Une fois le seuil des 120 étudiants dépassé, davantage d’argent est versé pour la correction, ce qui fait plus de contrats pour les étudiants, aux dires de Stéphane Leclerc. Selon l’échelle salariale en vigueur depuis le 1er janvier 2014, un chargé de cours du premier échelon salarial obtiendra 7 722,38$ pour un groupe de moins de 120 étudiants. Une fois ce cap franchi, le salaire par charge de cours de trois crédits double pour passer à 15 444,76$. «Nous avons davantage de responsabilités avec des groupes plus gros», explique Stéphane Leclerc.

Avec des classes de plus de 150 étudiants, Jean-Pierre Masse admet que la dynamique des cours change, et pas toujours pour le mieux. «La discipline devient très importante. Je ne peux pas prendre beaucoup de questions et les rares étudiants qui posent des questions ordinaires agacent la classe», déclare-t-il. Pour Stéphane Leclerc, les cours à gros gabarit permettent de compenser les cours plus techniques qui composent souvent avec un nombre d’étudiants inférieur au seuil de rentabilité. «On fait des publicités pour des cours qui attiraient déjà beaucoup de personnes même sans les publicités, avance-t-il. Je crois aussi avoir une bonne réputation auprès des étudiants, ce qui permet d’en attirer davantage.»

Aux frais des départements

Les publicités sont payées à même les budgets des départements, affirme Britta Starcke. «Pour chaque cours, les frais publicitaires s’élèvent à 80$ pour une soixantaine d’affiches dans l’UQAM», estime Stéphane Leclerc. Dans de rares cas, les fonds proviennent du porte-feuille des chargés de cours. Retraité depuis cinq ans, Jean-Pierre Masse a assumé de sa poche les frais des publicités qui s’élevaient entre 10 à 15$ par année.

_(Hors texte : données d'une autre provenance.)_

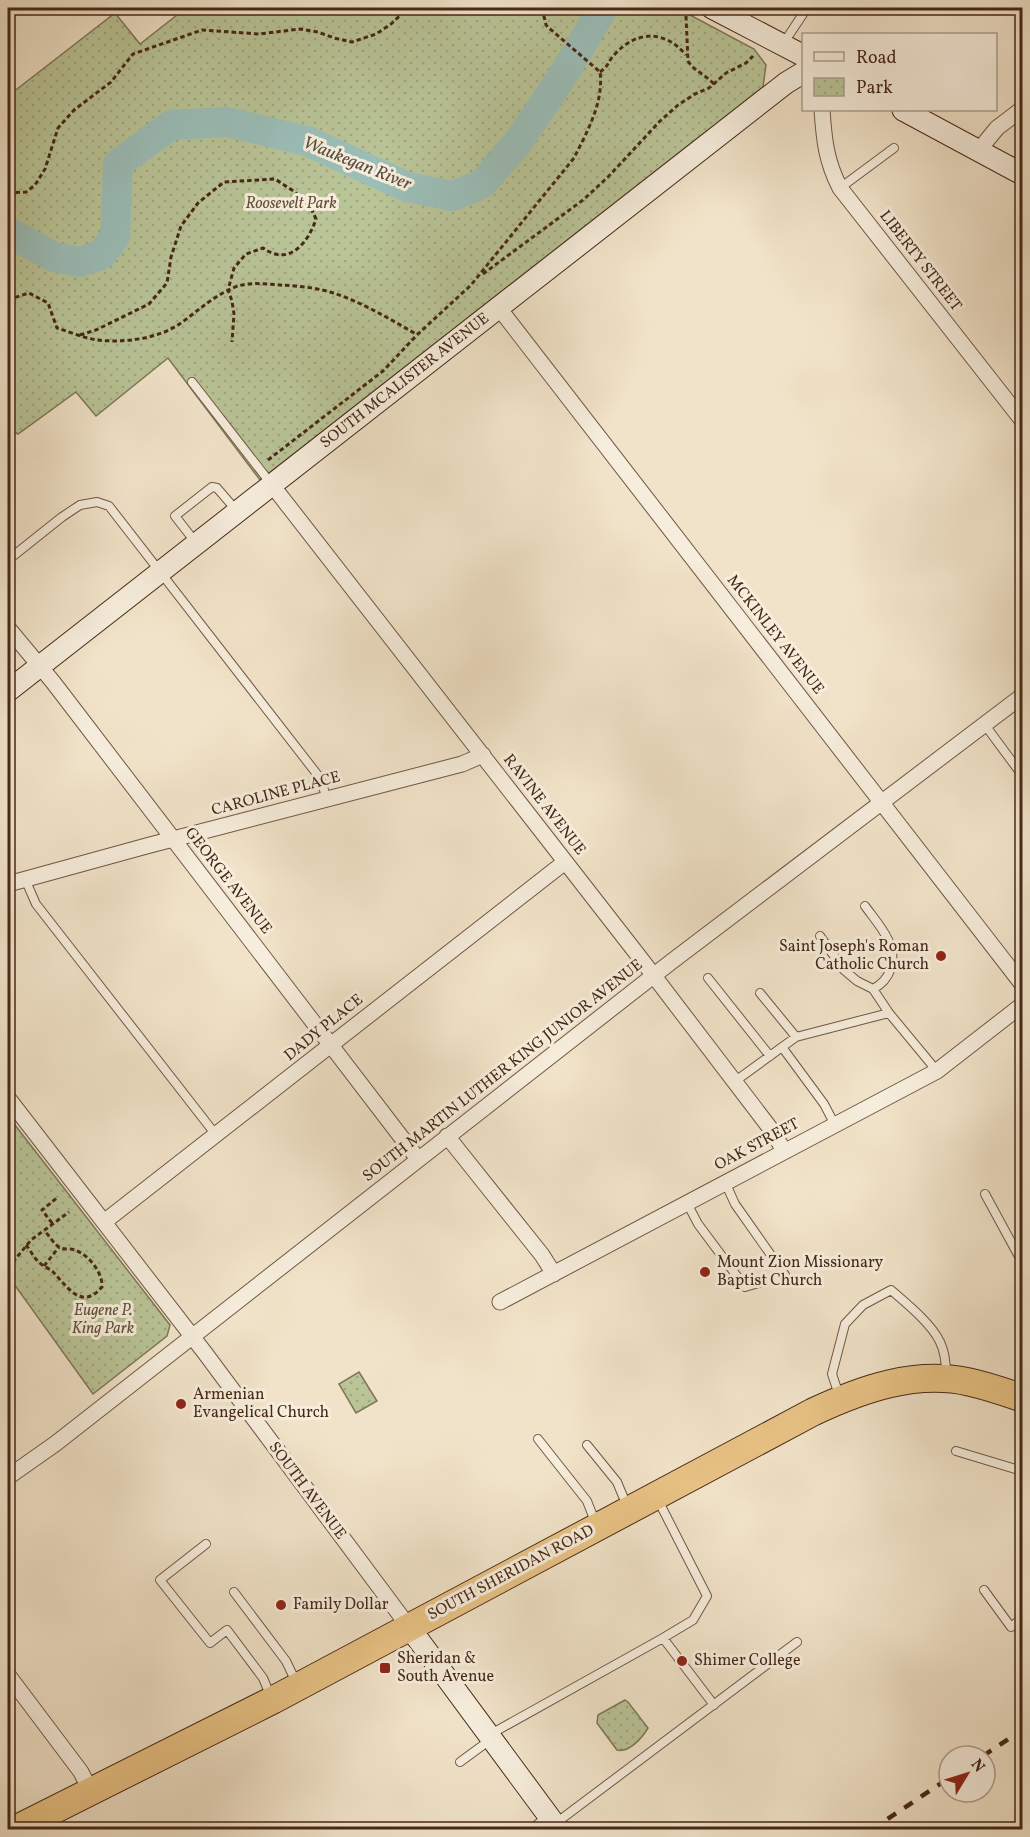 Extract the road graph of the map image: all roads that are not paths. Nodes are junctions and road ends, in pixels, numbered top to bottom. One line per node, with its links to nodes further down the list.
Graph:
1 (14, 8): 4 (lane)
2 (712, 8): 5 (street)
3 (807, 8): 5 (lane)
4 (8, 12)
5 (783, 45): 6 (street)
6 (802, 55)
7 (802, 73): 15 (street, SOUTH MCALISTER AVENUE)
8 (1023, 109): 12 (street)
9 (822, 111): 14 (street, LIBERTY STREET)
10 (905, 111): 12 (street)
11 (894, 148): 14 (lane)
12 (979, 150): 13 (street)
13 (1023, 174)
14 (840, 188): 17 (street, LIBERTY STREET)
15 (499, 308): 18 (street, SOUTH MCALISTER AVENUE); 31 (street, MCKINLEY AVENUE)
16 (192, 382): 18 (lane)
17 (1021, 415)
18 (272, 485): 19 (street, SOUTH MCALISTER AVENUE); 28 (street, RAVINE AVENUE)
19 (237, 512): 20 (street, SOUTH MCALISTER AVENUE); 20 (lane)
20 (196, 544): 22 (street, SOUTH MCALISTER AVENUE)
21 (8, 560): 22 (lane)
22 (160, 572): 24 (street, SOUTH MCALISTER AVENUE); 30 (lane)
23 (8, 628): 24 (street, GEORGE AVENUE)
24 (39, 666): 25 (street, SOUTH MCALISTER AVENUE); 32 (street, GEORGE AVENUE)
25 (8, 691)
26 (1023, 696): 27 (street, SOUTH MARTIN LUTHER KING JUNIOR AVENUE)
27 (985, 725): 29 (lane); 31 (street, SOUTH MARTIN LUTHER KING JUNIOR AVENUE)
28 (483, 755): 30 (street, CAROLINE PLACE); 33 (street, RAVINE AVENUE)
29 (1023, 775)
30 (327, 799): 32 (street, CAROLINE PLACE)
31 (882, 802): 38 (street, SOUTH MARTIN LUTHER KING JUNIOR AVENUE); 40 (street, MCKINLEY AVENUE)
32 (173, 839): 34 (street, CAROLINE PLACE); 46 (street, GEORGE AVENUE)
33 (566, 862): 38 (street, RAVINE AVENUE); 46 (street, DADY PLACE)
34 (26, 879): 35 (street, CAROLINE PLACE); 53 (lane)
35 (8, 884)
36 (865, 906): 41 (lane)
37 (820, 936): 41 (lane)
38 (653, 976): 50 (street, RAVINE AVENUE); 54 (street, SOUTH MARTIN LUTHER KING JUNIOR AVENUE)
39 (708, 978): 48 (lane)
40 (1023, 984)
41 (873, 989): 44 (lane)
42 (760, 993): 45 (lane)
43 (1023, 1005): 49 (street, OAK STREET)
44 (889, 1013): 45 (lane); 49 (lane)
45 (796, 1037): 47 (lane)
46 (331, 1046): 53 (street, DADY PLACE); 56 (street, GEORGE AVENUE)
47 (782, 1047): 48 (lane); 52 (lane)
48 (770, 1056): 50 (lane)
49 (937, 1071): 52 (street, OAK STREET)
50 (734, 1082): 55 (street, RAVINE AVENUE)
51 (8, 1098): 60 (street, SOUTH AVENUE)
52 (834, 1125): 55 (street, OAK STREET)
53 (216, 1135): 60 (street, DADY PLACE)
54 (447, 1136): 56 (street, SOUTH MARTIN LUTHER KING JUNIOR AVENUE); 62 (street)
55 (784, 1151): 57 (street, OAK STREET)
56 (418, 1159): 64 (street, SOUTH MARTIN LUTHER KING JUNIOR AVENUE)
57 (725, 1182): 59 (street, OAK STREET); 59 (lane)
58 (985, 1194): 61 (lane)
59 (687, 1203): 62 (street, OAK STREET)
60 (104, 1222): 64 (street, SOUTH AVENUE)
61 (1023, 1262)
62 (554, 1274): 63 (street, OAK STREET)
63 (500, 1302)
64 (191, 1336): 72 (street, SOUTH MARTIN LUTHER KING JUNIOR AVENUE); 80 (street, SOUTH AVENUE)
65 (946, 1379): 66 (highway, SOUTH SHERIDAN ROAD); 67 (highway, SOUTH SHERIDAN ROAD); 67 (lane)
66 (1023, 1398)
67 (841, 1399): 73 (highway, SOUTH SHERIDAN ROAD)
68 (538, 1439): 75 (lane)
69 (587, 1445): 74 (lane)
70 (956, 1451): 71 (lane)
71 (1023, 1471)
72 (8, 1477)
73 (656, 1496): 74 (highway, SOUTH SHERIDAN ROAD); 81 (lane)
74 (629, 1510): 75 (highway, SOUTH SHERIDAN ROAD)
75 (597, 1527): 80 (highway, SOUTH SHERIDAN ROAD)
76 (206, 1544): 85 (lane)
77 (984, 1590): 79 (lane)
78 (234, 1592): 84 (lane)
79 (1023, 1618)
80 (409, 1627): 84 (highway, SOUTH SHERIDAN ROAD); 87 (street, SOUTH AVENUE)
81 (663, 1638): 86 (lane); 87 (lane)
82 (797, 1642): 86 (lane)
83 (8, 1675): 89 (street)
84 (298, 1686): 85 (highway, SOUTH SHERIDAN ROAD)
85 (273, 1700): 89 (highway, SOUTH SHERIDAN ROAD)
86 (714, 1705): 90 (lane)
87 (490, 1737): 88 (lane); 90 (street, SOUTH AVENUE)
88 (460, 1762)
89 (91, 1792): 91 (highway, SOUTH SHERIDAN ROAD)
90 (554, 1823): 92 (lane)
91 (14, 1830)
92 (530, 1830)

Déjà, l’UQAM a retiré la plupart des affiches publicitaires des pavillons. D’ici à la prochaine période d’inscription, d’autres publicités feront leur apparition. L’École des langues compte notamment promouvoir les cours pour débutants, jusqu’alors exclus de la campagne. «Si le phénomène quitte la marginalité, la diversité des cours est menacée. Les chargés des cours et les étudiants seront les grands perdants», conclut Richard Bousquet.